How to Ride Your Motorcycle in the Rain

How to Ride Your Motorcycle in the Rain

Bad weather is unavoidable, and many of us will have to ride in the rain at least once in our life. It isn’t pleasant, but you shouldn’t be scared of it.

If you are scared of riding in the rain, there is no real reason to be. It isn’t too different from riding in dry weather and conditions.

Why Are Riders Scared of Bad Weather?

Anyone can work out that water gives you less traction, which means longer braking distances. Plus, there is the issue of reduced visibility and usually non-slippery surfaces and road markings become slippery when wet.

Furthermore, the wrong gear can also make you suffer, if you don’t have a proper waterproof jacket, you’ll know about it.

So, we can all understand why some riders are scared of the rain, but there is no reason to be. Here’s why.

The First 15 Minutes are the Worst

The first 15 minutes of rain will lift oil, fluids, fuel, and dirt from the road surface. These liquids will mix with the water making a slippery potion layered on the tarmac. However, after those first 15 minutes, it should all be washed away, so if you can, avoid going out when it starts raining or if you are caught riding when it starts you should consider pulling over.

Use Technology

Many modern bikes have technology designed to help the rider, from ABS to high-performance tires, all your bikes systems work in the rain and will help you master the bad weather. The only difference is that their effects will be diminished. But don’t worry, if you are a competent rider you have nothing to fear, just adjust.


There is a huge selection of high-quality waterproof gear available, the important thing is that it has to fit properly and comfortably. If your gear is too big, it will let water in, and nobody wants to ride in wet socks.

A wet rider is an uncomfortable rider and an uncomfortable rider is distracted. You can’t afford to be distracted in the rain, so make sure you have the right gear that fits properly.


The more tread on your tires, the better. Most bikes will come with all-weather tires, however, if you are going to ride often in the rain, it might be a good idea to invest in some wet tires. On the other hand, if you normally only ride in the dry and have high-performance tires for the dry, it is recommended to change them for that occasion you do ride in the rain.

Hazards to Bear in Mind

Physics tells us that any surface that isn’t porous will be slippery in the wet. This means manhole covers, road markings and smooth road surfaces. Try to avoid riding over these surfaces, and if you must, ride over them in a straight line, avoiding braking and sudden accelerations to keep the bike upright.

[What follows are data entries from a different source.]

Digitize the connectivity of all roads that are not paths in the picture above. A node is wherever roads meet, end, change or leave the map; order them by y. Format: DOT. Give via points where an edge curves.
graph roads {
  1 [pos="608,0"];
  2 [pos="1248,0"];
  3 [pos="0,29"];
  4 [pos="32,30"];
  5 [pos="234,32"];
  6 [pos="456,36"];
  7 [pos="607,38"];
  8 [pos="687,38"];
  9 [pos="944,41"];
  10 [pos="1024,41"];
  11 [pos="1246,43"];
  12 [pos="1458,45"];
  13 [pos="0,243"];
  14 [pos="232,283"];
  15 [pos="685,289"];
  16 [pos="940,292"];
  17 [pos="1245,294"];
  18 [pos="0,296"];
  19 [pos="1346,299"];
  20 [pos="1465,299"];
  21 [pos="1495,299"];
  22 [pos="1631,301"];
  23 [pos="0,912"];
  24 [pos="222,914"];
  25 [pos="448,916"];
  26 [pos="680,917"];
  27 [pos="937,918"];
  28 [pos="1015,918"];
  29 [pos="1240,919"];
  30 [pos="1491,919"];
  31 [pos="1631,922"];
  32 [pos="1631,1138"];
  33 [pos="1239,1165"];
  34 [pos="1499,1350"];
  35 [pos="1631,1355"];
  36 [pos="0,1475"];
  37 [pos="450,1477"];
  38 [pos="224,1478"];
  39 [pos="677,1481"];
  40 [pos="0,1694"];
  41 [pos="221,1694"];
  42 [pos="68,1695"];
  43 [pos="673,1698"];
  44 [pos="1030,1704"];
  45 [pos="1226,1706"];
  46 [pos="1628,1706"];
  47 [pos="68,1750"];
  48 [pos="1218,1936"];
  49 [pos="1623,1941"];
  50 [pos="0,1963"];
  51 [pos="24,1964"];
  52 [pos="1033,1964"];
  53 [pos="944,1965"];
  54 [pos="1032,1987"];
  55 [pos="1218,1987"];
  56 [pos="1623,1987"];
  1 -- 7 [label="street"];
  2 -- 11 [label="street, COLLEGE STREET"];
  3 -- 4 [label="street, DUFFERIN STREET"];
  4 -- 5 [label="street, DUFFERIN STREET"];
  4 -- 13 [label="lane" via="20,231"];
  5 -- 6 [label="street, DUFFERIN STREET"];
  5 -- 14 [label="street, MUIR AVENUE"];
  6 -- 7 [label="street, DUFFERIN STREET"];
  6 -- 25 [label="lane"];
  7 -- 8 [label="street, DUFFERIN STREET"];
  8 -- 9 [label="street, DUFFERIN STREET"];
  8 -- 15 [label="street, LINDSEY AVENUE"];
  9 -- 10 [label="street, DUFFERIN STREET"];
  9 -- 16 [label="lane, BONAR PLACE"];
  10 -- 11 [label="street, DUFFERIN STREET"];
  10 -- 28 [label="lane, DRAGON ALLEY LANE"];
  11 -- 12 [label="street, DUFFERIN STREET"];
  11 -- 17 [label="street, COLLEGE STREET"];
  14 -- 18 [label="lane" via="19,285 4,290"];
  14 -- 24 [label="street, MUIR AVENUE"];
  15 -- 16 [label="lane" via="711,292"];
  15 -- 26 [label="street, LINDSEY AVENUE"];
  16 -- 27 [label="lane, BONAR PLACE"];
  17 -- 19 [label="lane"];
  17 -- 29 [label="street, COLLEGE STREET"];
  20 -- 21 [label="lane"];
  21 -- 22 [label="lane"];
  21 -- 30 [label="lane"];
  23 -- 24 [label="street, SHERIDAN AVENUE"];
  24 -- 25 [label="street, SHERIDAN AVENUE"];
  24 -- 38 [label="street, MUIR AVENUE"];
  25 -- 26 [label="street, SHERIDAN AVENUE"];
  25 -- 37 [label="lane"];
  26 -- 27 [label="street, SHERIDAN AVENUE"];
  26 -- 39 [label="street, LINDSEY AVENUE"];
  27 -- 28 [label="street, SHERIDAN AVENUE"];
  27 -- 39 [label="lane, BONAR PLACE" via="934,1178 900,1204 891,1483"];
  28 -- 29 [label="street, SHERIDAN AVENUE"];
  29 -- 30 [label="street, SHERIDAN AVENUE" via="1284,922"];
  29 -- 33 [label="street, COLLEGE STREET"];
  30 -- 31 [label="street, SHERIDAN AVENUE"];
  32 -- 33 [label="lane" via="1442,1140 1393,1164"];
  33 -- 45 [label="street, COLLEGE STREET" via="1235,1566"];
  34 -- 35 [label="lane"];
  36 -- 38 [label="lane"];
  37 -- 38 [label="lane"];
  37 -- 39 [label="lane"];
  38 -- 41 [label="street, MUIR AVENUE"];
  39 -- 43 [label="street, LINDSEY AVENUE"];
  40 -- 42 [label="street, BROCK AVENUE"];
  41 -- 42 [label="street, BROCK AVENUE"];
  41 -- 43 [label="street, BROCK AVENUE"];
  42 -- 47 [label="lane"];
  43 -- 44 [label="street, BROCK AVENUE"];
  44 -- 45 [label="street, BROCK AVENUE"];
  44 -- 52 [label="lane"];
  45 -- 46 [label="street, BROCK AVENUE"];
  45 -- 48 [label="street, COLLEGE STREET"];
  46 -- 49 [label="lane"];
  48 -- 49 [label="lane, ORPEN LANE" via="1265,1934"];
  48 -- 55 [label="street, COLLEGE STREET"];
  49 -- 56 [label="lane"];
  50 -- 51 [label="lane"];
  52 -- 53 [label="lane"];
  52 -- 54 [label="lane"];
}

Puddles themselves are not hazardous, however, what lies underneath them can be. Puddles can cover manholes, road markings or potholes and those are dangerous, so avoid puddles if it is safe to do so (don’t ride into oncoming traffic just to avoid a puddle). If you have to cross a puddle, do it slowly and under control.


Oil is horrible stuff when on the road, regardless of the weather, but it is easier to spot in the rain as it gives of a rainbow colored shine. Always avoid oil.

Be Observant

Being observant isn’t a new concept, as you always should be when riding, but more so in the rain. The sooner you can see any of the risks mentioned above, the more time you have to react and adjust in order to avoid them or minimize their effect.

In the same way, the sooner you see corners and other hazards, the more time you will have to react, because stopping distances are longer in the rain. Having this extra time to react means you can adjust properly for smooth cornering and minimize the effects of reduced traction. If you are too slow to react, it can end up in a serious accident.


Following on from being observant and the sooner you see a hazard the sooner you can react is braking. Braking in the rain needs to be smooth and progressively, preventing the tires from locking up, which in the rain can cause major issues.

Don’t be fooled, you can still brake hard, but it needs to be a smooth and steady application. It is a good idea to practice braking in the rain in a safe location before you hit the road.


Cornering laws don’t change just because you are riding in the wet. Generate turning and cornering forces with steering and your body position. Staying upright won’t do that, so take corners the same way you normally would. However, your speed will be less than when you ride in the dry.

Speed is an important factor in your ability to go around a corner safely. Enter corners slowly and pull out steadily.


As we are sure you’ve worked out by now, when riding in the rain, you reduce your speed. This is the most important thing to remember. Carrying less speed means asking your tires to cope with less and traction becomes less of an issue. And again, it also gives you more time to react to hazards on the road.


Riding tense can be a bad influence on your ability and your riding. Being rigid on your motorcycle means you’ll struggle to ride smoothly, and smooth riding is essential in the rain. Smooth braking and accelerating combined with smooth decision making are the key to reducing the importance of traction.

Don’t sit upright and rigid, loosen up. This way you are prepared for any loss of traction and there will be no full body movements which will mess with your handlebars and bike control.  Being loose helps absorb slips and slides, meaning you can stay in control and on two wheels.